There are books I can and should cull: novels I have read and never will again. Outdated travel guides – to Bali, Martha’s Vineyard (I have not been since high school), the Florida Keys (I have never been) parenting guides, cookbooks I never open – but as my eye scans the dusty spines, I think of a reason why I want each one to stay – a memory, the possibility I might one day need to check on the correct Serbo-Croatian word or refer to that book The Brain. I won’t though — the internet is too easy.  At least, I will dust them.

Next Year May Be Better (The Garden)

A rare Saturday with nothing planned. Much to do, but nothing required. The ‘to-do’ is catch-up cleaning, inside and out.  The garden looks abandoned – petunias dried up in the window boxes, basil plants going to seed, morning glories strangling scraggly rose bushes and in the vegetable garden, pokeberry and crabgrass reign. A few perfect, little heirloom tomatoes are rallying on an almost-leaf-less plant, and I hurry to rescue them before the birds and squirrels attack. And jalapenos – I can’t make salsa fast enough and they wrinkle on the kitchen counter. But the garden is at the end for the year.

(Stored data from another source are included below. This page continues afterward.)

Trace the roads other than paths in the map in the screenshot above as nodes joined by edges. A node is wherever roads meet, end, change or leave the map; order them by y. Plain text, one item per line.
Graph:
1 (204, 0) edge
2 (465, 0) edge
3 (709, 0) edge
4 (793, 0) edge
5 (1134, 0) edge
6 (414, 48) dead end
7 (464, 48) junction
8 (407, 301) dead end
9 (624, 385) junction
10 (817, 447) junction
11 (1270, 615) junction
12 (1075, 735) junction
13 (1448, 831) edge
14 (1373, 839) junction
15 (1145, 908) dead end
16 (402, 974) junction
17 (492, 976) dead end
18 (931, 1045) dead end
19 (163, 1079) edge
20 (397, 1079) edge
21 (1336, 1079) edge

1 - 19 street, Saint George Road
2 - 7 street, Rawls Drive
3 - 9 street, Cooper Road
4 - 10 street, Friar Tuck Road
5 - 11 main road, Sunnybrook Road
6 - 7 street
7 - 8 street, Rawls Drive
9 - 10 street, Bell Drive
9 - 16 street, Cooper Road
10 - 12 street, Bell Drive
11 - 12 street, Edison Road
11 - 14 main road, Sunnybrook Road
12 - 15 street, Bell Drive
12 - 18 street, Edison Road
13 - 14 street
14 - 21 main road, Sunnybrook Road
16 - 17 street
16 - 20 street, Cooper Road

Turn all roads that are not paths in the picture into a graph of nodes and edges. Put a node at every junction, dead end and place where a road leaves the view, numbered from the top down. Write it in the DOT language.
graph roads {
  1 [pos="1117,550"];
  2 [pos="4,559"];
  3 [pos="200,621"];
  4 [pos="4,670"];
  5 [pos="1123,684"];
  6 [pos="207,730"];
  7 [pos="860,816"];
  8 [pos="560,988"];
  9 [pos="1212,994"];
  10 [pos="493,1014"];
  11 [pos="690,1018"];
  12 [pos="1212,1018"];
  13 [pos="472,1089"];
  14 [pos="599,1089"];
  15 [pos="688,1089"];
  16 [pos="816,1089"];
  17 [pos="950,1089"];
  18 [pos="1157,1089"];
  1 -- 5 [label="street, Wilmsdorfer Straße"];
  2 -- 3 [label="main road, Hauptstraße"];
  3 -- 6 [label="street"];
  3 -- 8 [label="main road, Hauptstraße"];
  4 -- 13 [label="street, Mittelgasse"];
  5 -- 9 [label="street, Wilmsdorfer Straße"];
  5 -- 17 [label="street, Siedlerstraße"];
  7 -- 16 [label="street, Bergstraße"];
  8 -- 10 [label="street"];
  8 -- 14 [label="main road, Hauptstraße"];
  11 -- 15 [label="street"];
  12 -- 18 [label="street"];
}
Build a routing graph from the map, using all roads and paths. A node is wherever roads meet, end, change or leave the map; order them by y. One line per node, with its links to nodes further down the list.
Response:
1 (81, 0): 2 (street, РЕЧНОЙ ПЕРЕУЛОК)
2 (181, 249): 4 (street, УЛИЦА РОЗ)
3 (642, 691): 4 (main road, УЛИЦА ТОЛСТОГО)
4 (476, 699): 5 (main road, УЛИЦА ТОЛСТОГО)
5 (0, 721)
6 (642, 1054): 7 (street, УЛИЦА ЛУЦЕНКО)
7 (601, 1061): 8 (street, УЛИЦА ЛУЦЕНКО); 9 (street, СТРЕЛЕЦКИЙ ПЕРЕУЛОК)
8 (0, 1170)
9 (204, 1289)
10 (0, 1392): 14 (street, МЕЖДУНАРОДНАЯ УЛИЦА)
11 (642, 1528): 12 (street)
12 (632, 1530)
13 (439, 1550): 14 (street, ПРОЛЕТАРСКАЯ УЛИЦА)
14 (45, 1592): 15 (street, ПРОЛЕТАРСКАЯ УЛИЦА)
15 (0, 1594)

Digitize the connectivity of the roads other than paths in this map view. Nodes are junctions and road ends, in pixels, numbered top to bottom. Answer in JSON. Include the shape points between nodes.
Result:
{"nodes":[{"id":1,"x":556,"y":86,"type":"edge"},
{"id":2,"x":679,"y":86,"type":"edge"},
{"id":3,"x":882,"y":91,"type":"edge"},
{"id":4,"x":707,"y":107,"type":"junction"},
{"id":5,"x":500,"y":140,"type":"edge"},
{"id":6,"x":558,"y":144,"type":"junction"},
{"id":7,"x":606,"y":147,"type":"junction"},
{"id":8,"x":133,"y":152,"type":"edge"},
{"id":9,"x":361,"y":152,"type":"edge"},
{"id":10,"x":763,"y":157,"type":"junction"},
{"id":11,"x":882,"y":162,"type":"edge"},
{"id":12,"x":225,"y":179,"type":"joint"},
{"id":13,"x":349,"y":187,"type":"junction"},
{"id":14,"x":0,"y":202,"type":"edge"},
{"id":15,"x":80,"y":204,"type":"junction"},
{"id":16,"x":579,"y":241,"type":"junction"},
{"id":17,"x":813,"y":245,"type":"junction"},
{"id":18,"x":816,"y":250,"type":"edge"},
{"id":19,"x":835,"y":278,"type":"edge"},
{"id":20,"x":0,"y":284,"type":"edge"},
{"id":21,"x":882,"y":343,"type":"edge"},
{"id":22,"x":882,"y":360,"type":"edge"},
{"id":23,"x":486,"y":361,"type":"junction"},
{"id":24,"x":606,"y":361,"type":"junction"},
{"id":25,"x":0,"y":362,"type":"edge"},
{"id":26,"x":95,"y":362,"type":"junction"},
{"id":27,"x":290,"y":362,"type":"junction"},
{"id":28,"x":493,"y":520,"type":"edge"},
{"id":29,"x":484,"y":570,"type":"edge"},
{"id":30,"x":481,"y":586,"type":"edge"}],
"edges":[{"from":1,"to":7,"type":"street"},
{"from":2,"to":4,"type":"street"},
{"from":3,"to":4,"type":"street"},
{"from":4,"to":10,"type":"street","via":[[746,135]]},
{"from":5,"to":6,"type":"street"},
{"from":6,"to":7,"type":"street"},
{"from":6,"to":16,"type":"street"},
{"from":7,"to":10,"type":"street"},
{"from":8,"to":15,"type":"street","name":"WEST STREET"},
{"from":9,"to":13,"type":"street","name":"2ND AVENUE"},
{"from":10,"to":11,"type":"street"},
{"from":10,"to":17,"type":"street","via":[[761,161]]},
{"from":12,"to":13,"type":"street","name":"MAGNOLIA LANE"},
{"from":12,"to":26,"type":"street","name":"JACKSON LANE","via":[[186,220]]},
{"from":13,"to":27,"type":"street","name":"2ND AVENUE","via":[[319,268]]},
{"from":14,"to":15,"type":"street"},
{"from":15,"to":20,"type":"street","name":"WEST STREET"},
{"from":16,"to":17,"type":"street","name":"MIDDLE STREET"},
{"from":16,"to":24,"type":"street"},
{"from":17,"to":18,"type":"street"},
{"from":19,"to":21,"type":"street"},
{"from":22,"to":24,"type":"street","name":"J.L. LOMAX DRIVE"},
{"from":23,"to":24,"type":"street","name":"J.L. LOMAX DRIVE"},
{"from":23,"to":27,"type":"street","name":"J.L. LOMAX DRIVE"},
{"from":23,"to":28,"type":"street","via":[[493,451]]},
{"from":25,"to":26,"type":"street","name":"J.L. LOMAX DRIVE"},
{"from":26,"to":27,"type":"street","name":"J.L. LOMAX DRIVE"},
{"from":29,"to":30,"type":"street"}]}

As the days finally cool down, I plan on how to prepare it for winter.  Rather than yank up all the crabgrass, I’ll probably cover it with newspapers, then layer leaves, compost, dirt in ‘lasagna’ garden fashion. By spring, it should be rich earth, ready for planting. Although it was a bad year, I am planning for next. An optimist – next year may be better and, in any case, I will try.